Apr 9 22:40:18 debian kernel: [797866.671229] UDP: bad checksum. From sameattackerip:65535 to myserverip:11116 ulen 33 Apr 9 22:40:22 debian kernel: [797870.598135] UDP: bad checksum. From sameattackerip:65535 to myserverip:11115 ulen 33 Apr 9 22:40:24 debian kernel: [797872.684341] UDP: bad checksum. From sameattackerip:65535 to myserverip:11122 ulen 33 Apr 9 22:40:24 debian kernel: [797872.686461] UDP: bad checksum. From sameattackerip:65535 to myserverip:11121 ulen 33 Apr 9 22:40:24 debian kernel: [797872.704227] UDP: bad checksum. From sameattackerip:65535 to myserverip:11119 ulen 33 Apr 9 22:51:05 debian kernel: [798514.350548] UDP: bad checksum. From sameattackerip:65535 to myserverip:11117 ulen 33 Apr 9 22:51:05 debian kernel: [798514.575728] UDP: bad checksum. From sameattackerip:65535 to myserverip:11120 ulen 33 Apr 9 22:51:46 debian kernel: [798555.452463] UDP: bad checksum. From sameattackerip:65535 to myserverip:11116 ulen 33 Apr 9 22:51:50 debian kernel: [798559.479862] UDP: bad checksum. From sameattackerip:65535 to myserverip:11115 ulen 33 Apr 9 22:51:52 debian kernel: [798561.488506] UDP: bad checksum. From sameattackerip:65535 to myserverip:11122 ulen 33 Apr 9 22:51:52 debian kernel: [798561.490455] UDP: bad checksum.
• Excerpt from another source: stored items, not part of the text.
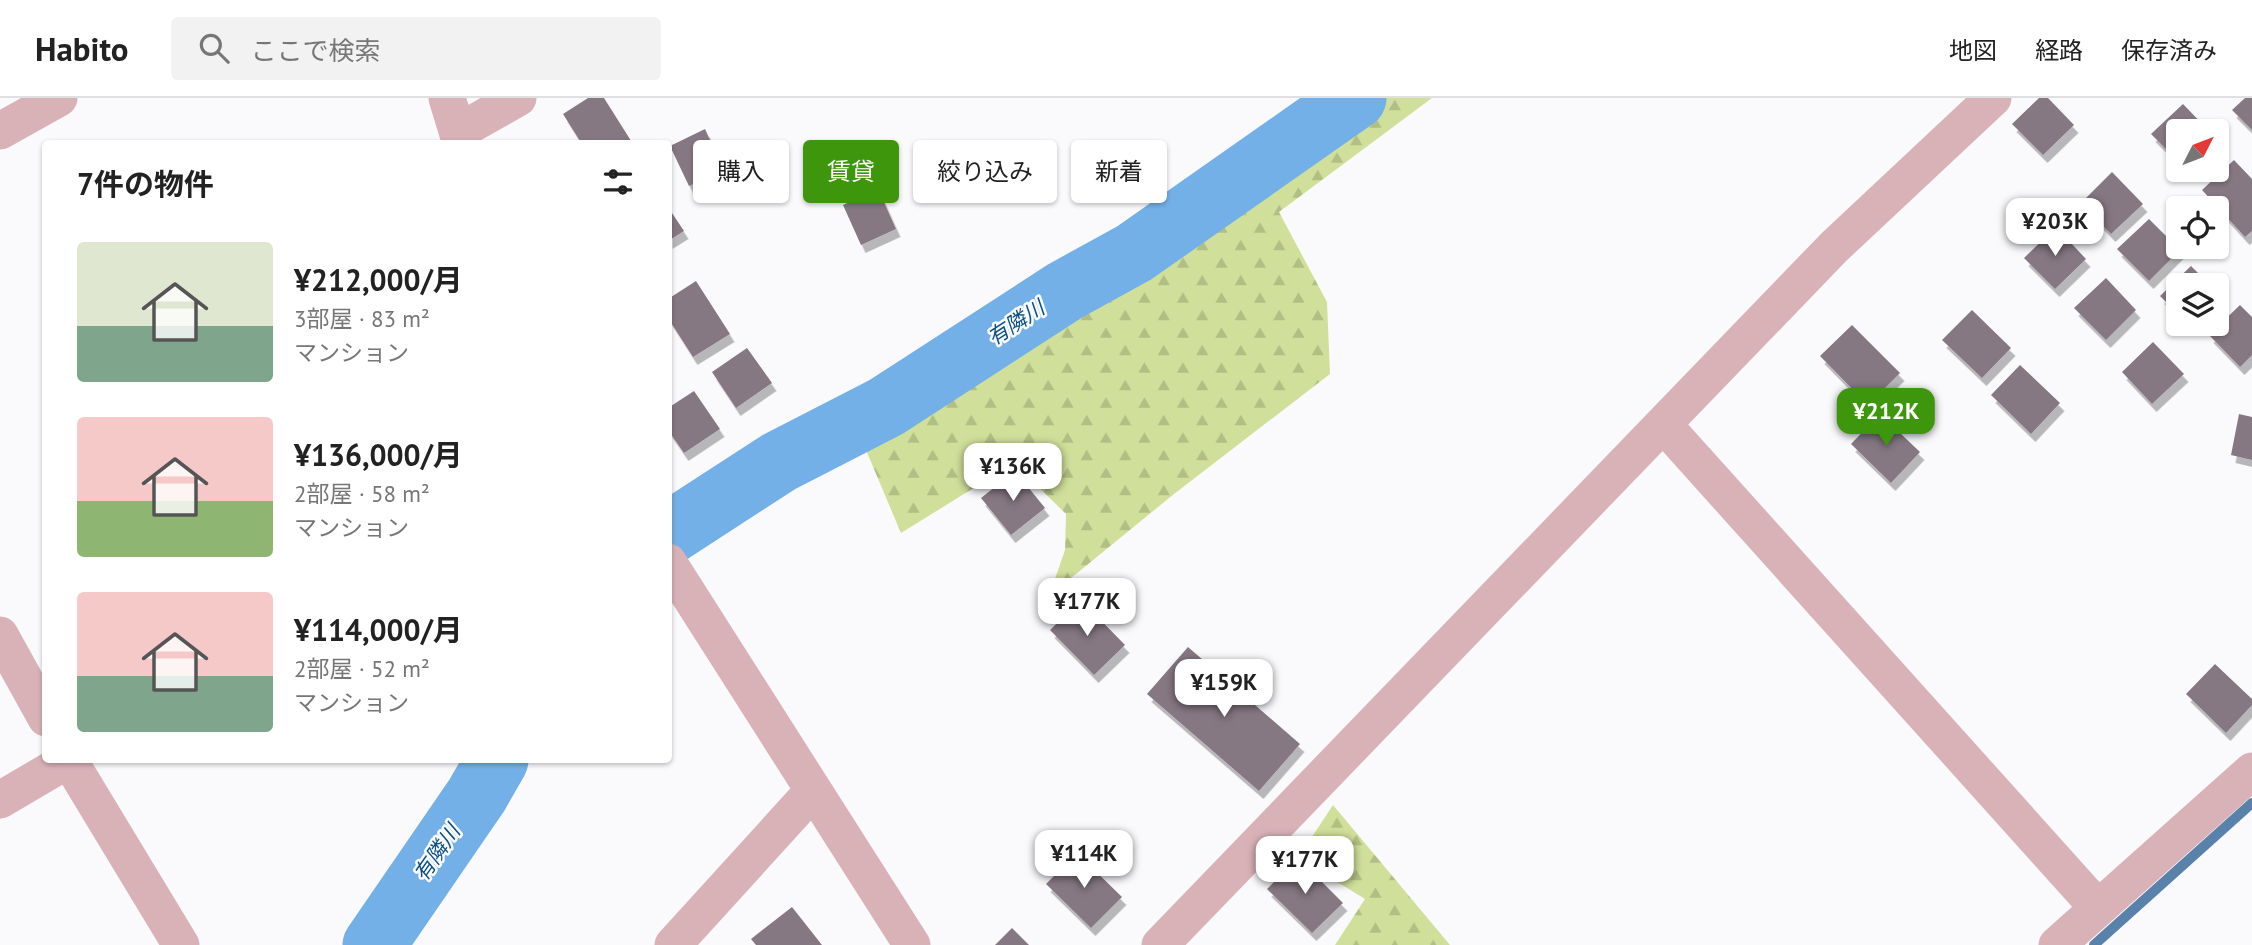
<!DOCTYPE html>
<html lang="ja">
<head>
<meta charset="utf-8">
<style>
  body { margin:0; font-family:"PT Sans","Noto Sans JP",sans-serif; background:#f2f2f2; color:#222; height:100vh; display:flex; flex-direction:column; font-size:26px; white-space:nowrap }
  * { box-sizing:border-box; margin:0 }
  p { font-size:23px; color:#767676 }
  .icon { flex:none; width:38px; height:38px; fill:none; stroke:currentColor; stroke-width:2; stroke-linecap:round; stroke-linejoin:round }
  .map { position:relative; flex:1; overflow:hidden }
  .drawer { position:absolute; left:42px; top:42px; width:630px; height:623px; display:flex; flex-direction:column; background:#fff; border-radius:7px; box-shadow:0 2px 5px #0004 }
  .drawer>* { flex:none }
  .banner { position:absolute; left:693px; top:42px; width:665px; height:63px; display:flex; gap:14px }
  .needle { width:46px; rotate:48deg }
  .controls { position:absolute; left:2166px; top:21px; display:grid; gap:14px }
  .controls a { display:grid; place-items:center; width:63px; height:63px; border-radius:7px; background:#fff; box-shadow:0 2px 5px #0004; font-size:35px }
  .price { position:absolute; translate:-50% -60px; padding:0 16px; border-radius:14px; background:#fff; color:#222; font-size:23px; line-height:46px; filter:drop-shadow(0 2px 4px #0008) }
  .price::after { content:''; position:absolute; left:50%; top:42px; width:21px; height:16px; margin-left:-10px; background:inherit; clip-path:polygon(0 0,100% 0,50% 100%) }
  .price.active { background:#3d960c; color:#fff }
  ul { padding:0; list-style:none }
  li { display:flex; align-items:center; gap:21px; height:175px; padding:0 35px }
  li span { display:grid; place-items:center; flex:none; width:196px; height:140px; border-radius:7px; color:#555 }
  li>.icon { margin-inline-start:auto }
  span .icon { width:84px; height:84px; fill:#fffc; stroke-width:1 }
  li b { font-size:30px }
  h2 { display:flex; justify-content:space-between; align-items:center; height:84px; padding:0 35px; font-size:30px }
  .chip { padding:0 24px; border-radius:7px; background:#fff; box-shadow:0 2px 5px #0004; font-size:24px; line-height:63px }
  .chip.active { background:#3d960c; color:#fff }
  header { display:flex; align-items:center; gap:42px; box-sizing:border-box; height:98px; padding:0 35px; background:#fff; border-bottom:2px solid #e0e0e0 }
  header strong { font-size:33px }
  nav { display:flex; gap:38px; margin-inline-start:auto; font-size:24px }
  .search { width:490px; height:63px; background:#f2f2f2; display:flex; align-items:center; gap:18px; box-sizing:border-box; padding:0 24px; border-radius:7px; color:#767676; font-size:26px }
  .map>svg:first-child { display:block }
  .forest { fill:url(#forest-firs) }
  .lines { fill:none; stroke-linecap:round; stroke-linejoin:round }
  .stream { stroke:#5982ab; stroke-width:10 }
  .river { stroke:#74b0e8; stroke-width:63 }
  .building { fill:#867883; filter:url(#shadow) }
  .minor { stroke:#d9b2b8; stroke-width:37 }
  .labels { text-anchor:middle; stroke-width:5; stroke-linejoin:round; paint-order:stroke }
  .water-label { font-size:21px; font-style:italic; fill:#0b5083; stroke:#fafafd }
</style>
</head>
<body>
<header>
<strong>Habito</strong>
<div class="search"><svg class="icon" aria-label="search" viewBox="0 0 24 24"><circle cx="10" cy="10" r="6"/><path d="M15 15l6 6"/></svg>ここで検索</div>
<nav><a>地図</a><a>経路</a><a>保存済み</a></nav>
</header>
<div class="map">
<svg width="2252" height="847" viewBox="0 0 2252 847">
  <defs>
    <pattern id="forest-firs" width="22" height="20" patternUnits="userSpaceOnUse" patternTransform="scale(1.75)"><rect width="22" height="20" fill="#d0df9a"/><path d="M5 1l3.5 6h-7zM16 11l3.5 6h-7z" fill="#b2bf84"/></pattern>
    <filter id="shadow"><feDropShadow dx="4.5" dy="8" stdDeviation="0" flood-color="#0004"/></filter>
  </defs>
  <rect width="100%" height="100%" fill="#fafafd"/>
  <path class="forest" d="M1385,0H1432L1279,114L1327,204L1330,276L1174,396L1049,498L1065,452L1066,416L1014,365L901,435L863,345Z
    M1333,707L1450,847H1335L1365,801L1298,760Z"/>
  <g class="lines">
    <path class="stream" d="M2094,847L2252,705"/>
    <path class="river" d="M668,436L779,364L886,309L1065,193L1134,155L1355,0
      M374,847L477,697L497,662"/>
  </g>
  <path class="building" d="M588,0H604L633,46H582L563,16Z
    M2039,0H2048L2074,27L2043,57L2012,26Z
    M2245,0H2252V32L2232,12Z
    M2183,6L2209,33H2179V64L2151,36Z
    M705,31L724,72L689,88L670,48Z
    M2234,62L2252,81V133L2245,139L2202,92Z
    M2112,74L2143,106L2111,136L2081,105Z
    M878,91L896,131L861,147L843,107Z
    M668,109L684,133L668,143Z
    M2149,121L2180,152L2149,183L2117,151Z
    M2056,129L2086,161L2055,191L2024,160Z
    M2191,168L2210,187H2179V217L2160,198Z
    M2106,180L2136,212L2106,242L2074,210Z
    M696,183L730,236L693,259L668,220V201Z
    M2240,207L2252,219V257L2240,269L2209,237Z
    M1972,212L2011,250L1982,280L1942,242Z
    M1852,227L1900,275L1868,307L1820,258Z
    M2153,244L2184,276L2152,306L2122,274Z
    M747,250L772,285L736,310L712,274Z
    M2020,267L2060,305L2031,336L1991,297Z
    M694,293L720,331L684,355L668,332V310Z
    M1880,316L1920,354L1891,385L1851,346Z
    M2239,316L2252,319V362L2231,357Z
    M1015,373L1045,410L1011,437L981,400Z
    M1081,502L1125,547L1094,577L1050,532Z
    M1188,549L1300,646L1259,693L1147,596Z
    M2215,566L2252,601V607L2226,635L2186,596Z
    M1077,755L1122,799L1091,830L1046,786Z
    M1298,760L1343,805L1312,835L1267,791Z
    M792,809L822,847H756L751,841Z
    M1012,830L1029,847H995Z"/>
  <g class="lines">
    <path class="minor" d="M447,0L461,46
      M0,33L59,0
      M458,34L518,0
      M1663,326L2098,810
      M668,464L912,847
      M0,537L46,620
      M69,662L181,847
      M0,702L68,662
      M673,847L813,693
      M1160,847L1834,149L1993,0
      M2057,847L2252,673"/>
  </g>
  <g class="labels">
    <g class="water-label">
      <text transform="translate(1016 225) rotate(-33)" y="7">有隣川</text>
      <text transform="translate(437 755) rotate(-55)" y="7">有隣川</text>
    </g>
  </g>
</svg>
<div class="controls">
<a><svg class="needle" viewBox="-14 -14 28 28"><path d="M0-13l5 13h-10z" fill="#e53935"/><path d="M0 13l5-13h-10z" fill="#767676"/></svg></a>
<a><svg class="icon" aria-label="locate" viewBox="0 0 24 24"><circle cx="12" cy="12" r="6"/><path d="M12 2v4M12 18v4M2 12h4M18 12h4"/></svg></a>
<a><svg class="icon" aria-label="layers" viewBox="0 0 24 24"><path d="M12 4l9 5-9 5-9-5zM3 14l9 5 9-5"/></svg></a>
</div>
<b class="price" style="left:2055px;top:160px">¥203K</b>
<b class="price active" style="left:1886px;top:350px">¥212K</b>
<b class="price" style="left:1013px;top:405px">¥136K</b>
<b class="price" style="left:1087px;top:540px">¥177K</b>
<b class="price" style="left:1224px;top:621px">¥159K</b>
<b class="price" style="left:1084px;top:792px">¥114K</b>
<b class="price" style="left:1305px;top:798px">¥177K</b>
<div class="banner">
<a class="chip">購入</a>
<a class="chip active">賃貸</a>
<a class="chip">絞り込み</a>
<a class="chip">新着</a>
</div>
<section class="drawer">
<h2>7件の物件<svg class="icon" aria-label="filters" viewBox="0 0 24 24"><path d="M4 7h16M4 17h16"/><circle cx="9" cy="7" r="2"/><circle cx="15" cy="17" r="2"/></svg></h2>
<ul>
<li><span style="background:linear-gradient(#dfe7d0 60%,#7fa58c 0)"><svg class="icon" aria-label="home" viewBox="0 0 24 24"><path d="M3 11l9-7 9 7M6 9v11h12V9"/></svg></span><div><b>¥212,000/月</b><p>3部屋 · 83 m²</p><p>マンション</p></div></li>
<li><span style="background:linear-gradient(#f6c9c9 60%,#8fb573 0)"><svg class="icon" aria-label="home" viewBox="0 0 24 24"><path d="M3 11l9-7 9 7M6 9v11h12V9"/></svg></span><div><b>¥136,000/月</b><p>2部屋 · 58 m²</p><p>マンション</p></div></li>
<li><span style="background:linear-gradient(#f6c9c9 60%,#7fa58c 0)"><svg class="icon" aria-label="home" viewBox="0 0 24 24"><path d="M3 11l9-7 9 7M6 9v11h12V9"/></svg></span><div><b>¥114,000/月</b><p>2部屋 · 52 m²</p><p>マンション</p></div></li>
</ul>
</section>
</div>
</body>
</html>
From sameattackerip:65535 to myserverip:11121 ulen 33 Apr 9 22:51:52 debian kernel: [798561.490509] UDP: bad checksum. From sameattackerip:65535 to myserverip:11119 ulen 33 -
They are iterating about all instances of the server (about 10 servers) from the same ip.
So I can say that is no normal client and I want to drop these packages.They are coming from different IPs. They are iterating over the ports to hit every running instance.
This is a little confusing, what is coming from one IP and what is coming from multiple IPs?
Either way, if it's one type of attack then implement suricata and write a custom rule that searches for that type of attack and drops the packet.
If you post a packet capture or something of the traffic you are having trouble with then I'm sure the community can help you write a rule or two to drop it.
Also, it looks like you are trying to keep the IP of your attacker private in the post above? Don't protect a known attacker, if they are attacking you then publicize their IP. That could also be useful information in helping you defeat the attack.